Provided data: Begin
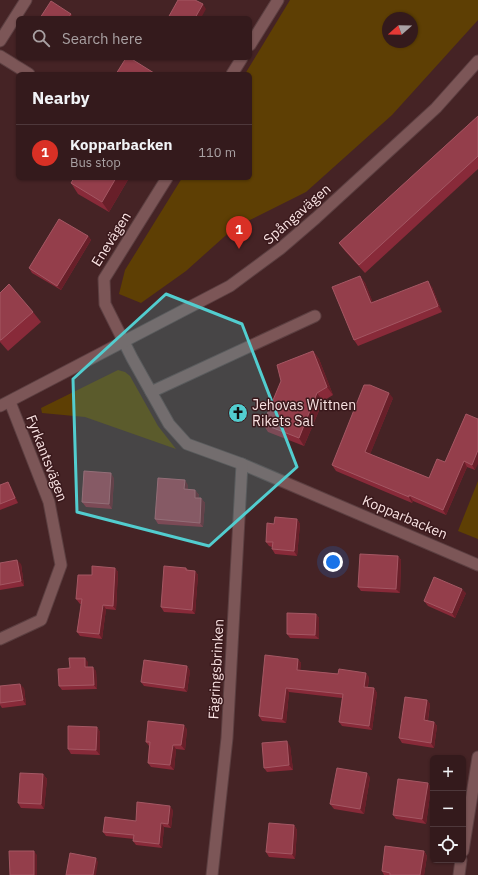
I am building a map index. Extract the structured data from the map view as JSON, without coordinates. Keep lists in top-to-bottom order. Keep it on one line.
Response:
{"streets":{"street":["Spångavägen","Enevägen","Fyrkantsvägen","Kopparbacken","Fägringsbrinken"]},"crossings":[["Spångavägen","Enevägen"],["Spångavägen","Fyrkantsvägen"],["Spångavägen","Kopparbacken"],["Enevägen","Kopparbacken"],["Kopparbacken","Fägringsbrinken"]],"places":{"church":["Jehovas Wittnen Rikets Sal"]},"north":"left","page":{"search":"Search here","heading":"Nearby","list":[{"mark":"1","name":"Kopparbacken","note":"Bus stop","value":"110 m"}],"pins":"1","map_buttons":["+","−"]}}
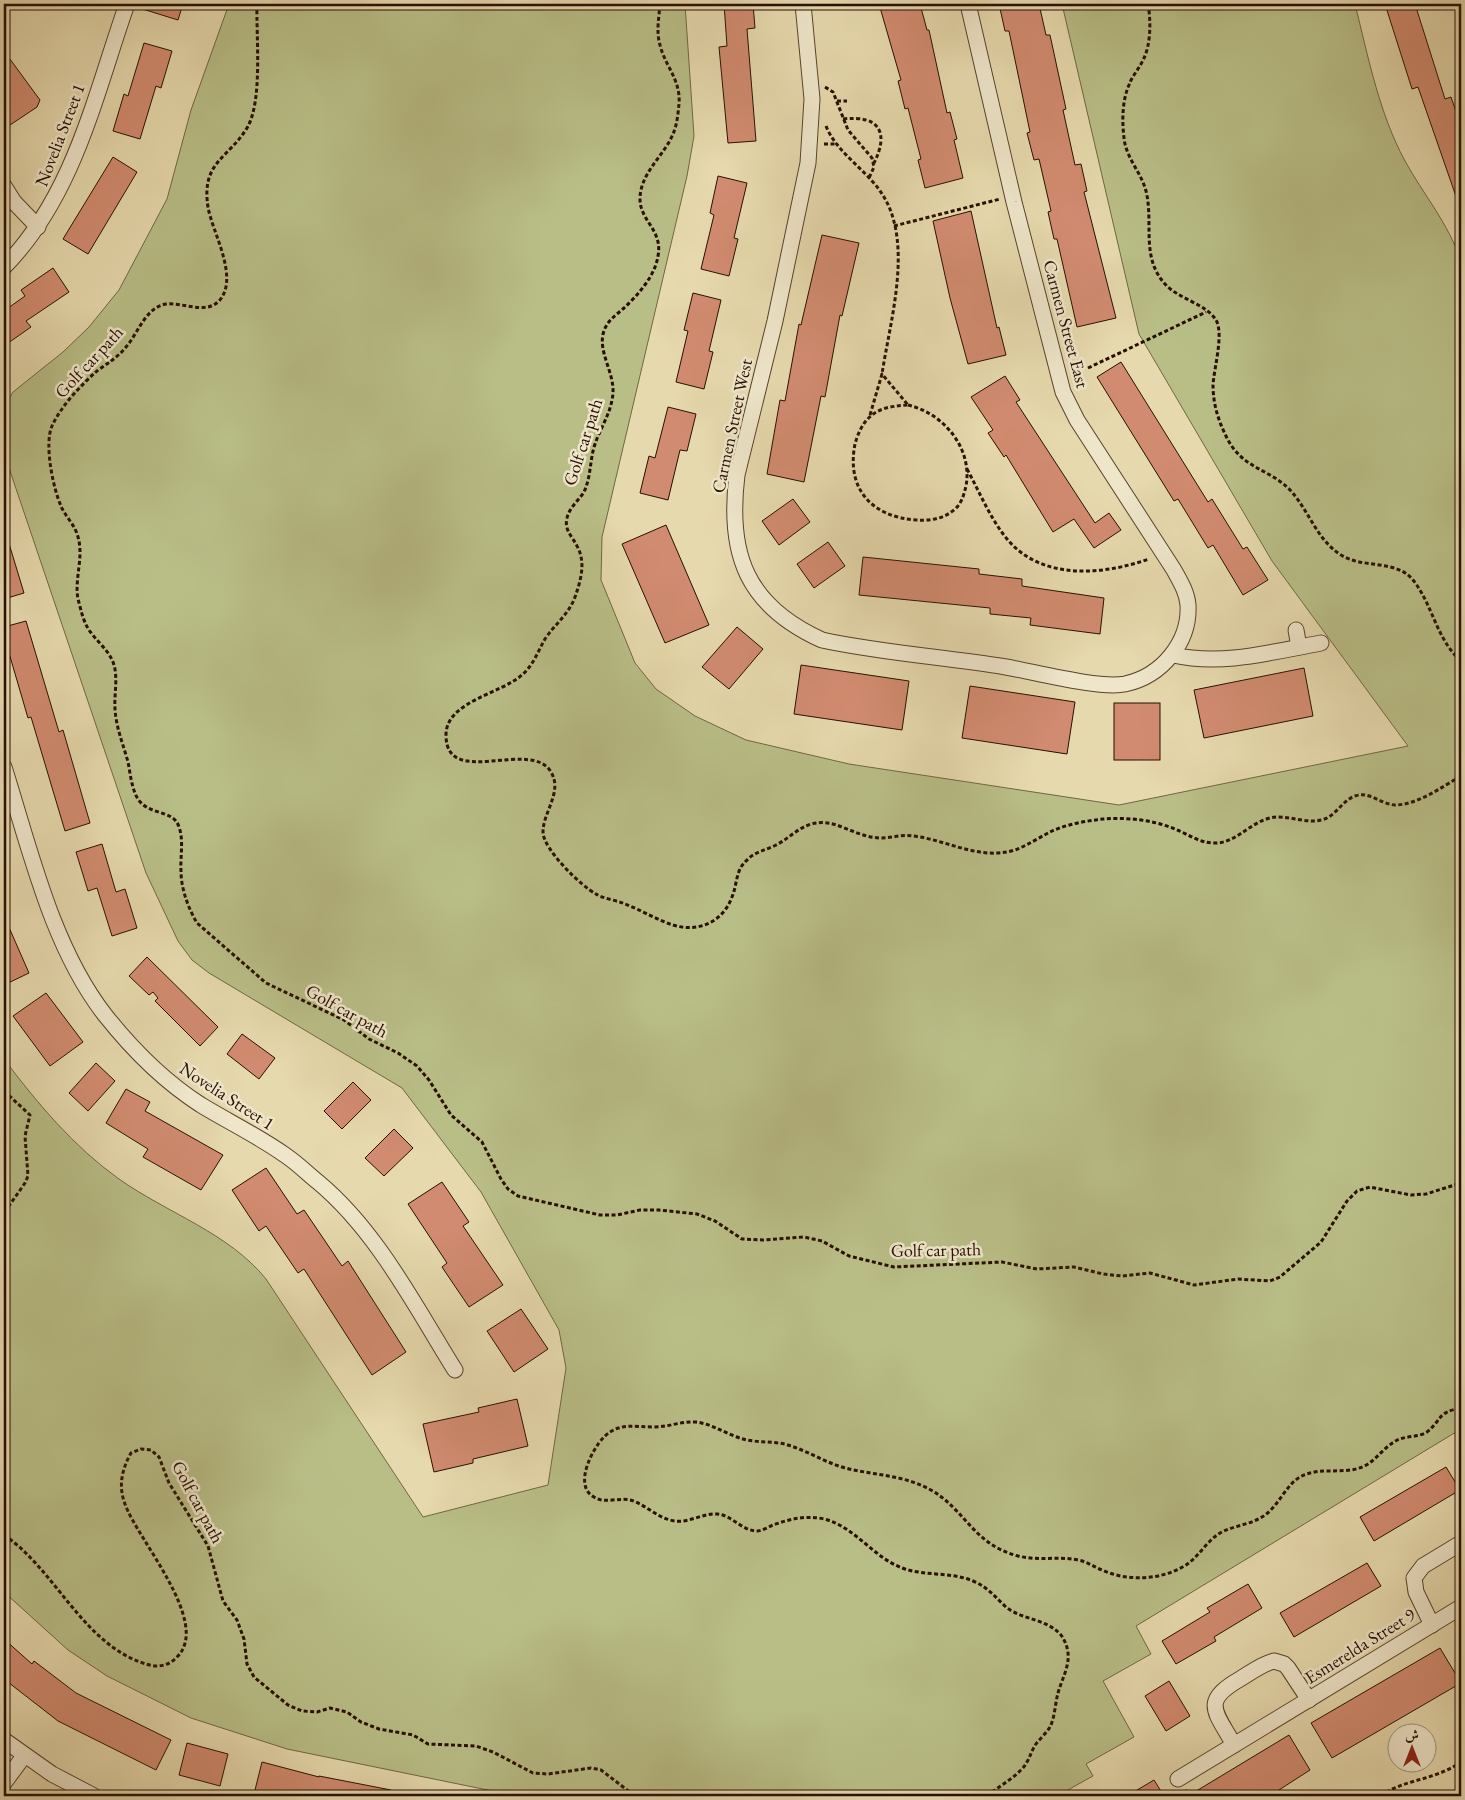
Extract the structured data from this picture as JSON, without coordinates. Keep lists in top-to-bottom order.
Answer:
{
  "streets": {
    "street": [
      "Novelia Street 1",
      "Carmen Street East",
      "Carmen Street West",
      "Esmerelda Street 9"
    ],
    "path": ["Golf car path"]
  },
  "crossings": [
    ["Carmen Street East", "Carmen Street West"]
  ],
  "north": "top"
}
Provided data: End
● **Task details**: Copy each line above containing the string "from".

● **Exercise output**:
I am building a map index. Extract the structured data from the map view as JSON, without coordinates. Keep lists in top-to-bottom order. Keep it on one line.
Extract the structured data from this picture as JSON, without coordinates. Keep lists in top-to-bottom order.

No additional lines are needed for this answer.